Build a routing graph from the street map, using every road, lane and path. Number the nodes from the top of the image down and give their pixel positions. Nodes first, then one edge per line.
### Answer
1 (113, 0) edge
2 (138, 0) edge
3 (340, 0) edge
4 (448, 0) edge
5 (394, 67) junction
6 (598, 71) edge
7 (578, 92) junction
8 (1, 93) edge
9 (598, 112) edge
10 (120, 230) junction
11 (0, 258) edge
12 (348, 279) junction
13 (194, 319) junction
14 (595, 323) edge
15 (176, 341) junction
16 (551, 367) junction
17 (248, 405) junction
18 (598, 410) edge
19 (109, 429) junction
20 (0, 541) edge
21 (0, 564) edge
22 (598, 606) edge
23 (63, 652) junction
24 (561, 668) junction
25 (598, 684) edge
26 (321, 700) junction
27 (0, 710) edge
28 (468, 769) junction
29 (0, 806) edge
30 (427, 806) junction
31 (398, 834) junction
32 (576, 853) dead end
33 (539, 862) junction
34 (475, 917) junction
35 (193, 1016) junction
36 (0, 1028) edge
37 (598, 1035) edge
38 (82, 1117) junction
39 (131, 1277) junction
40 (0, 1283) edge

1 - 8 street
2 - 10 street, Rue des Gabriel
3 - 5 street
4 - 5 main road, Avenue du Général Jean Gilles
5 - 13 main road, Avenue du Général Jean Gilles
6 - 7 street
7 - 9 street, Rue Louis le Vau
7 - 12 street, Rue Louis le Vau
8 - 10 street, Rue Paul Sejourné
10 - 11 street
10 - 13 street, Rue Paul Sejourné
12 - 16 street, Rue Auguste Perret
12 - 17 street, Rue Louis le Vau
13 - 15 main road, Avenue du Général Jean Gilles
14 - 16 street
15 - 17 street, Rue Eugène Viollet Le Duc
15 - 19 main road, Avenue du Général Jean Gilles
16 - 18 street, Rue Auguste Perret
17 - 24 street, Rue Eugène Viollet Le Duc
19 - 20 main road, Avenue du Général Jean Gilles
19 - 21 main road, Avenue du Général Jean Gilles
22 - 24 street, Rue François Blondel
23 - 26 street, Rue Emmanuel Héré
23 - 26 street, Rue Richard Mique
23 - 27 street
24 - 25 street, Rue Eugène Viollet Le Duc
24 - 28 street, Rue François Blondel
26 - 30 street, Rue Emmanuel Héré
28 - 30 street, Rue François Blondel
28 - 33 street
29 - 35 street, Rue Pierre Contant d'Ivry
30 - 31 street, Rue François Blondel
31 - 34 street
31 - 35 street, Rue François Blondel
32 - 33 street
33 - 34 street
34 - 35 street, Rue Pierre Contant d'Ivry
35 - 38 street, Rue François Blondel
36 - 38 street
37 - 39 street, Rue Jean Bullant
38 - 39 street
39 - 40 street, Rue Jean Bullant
==================================================
Your assignment => Scan the listing for the string "Héré". Copy each line that has it.

Result =>
23 - 26 street, Rue Emmanuel Héré
26 - 30 street, Rue Emmanuel Héré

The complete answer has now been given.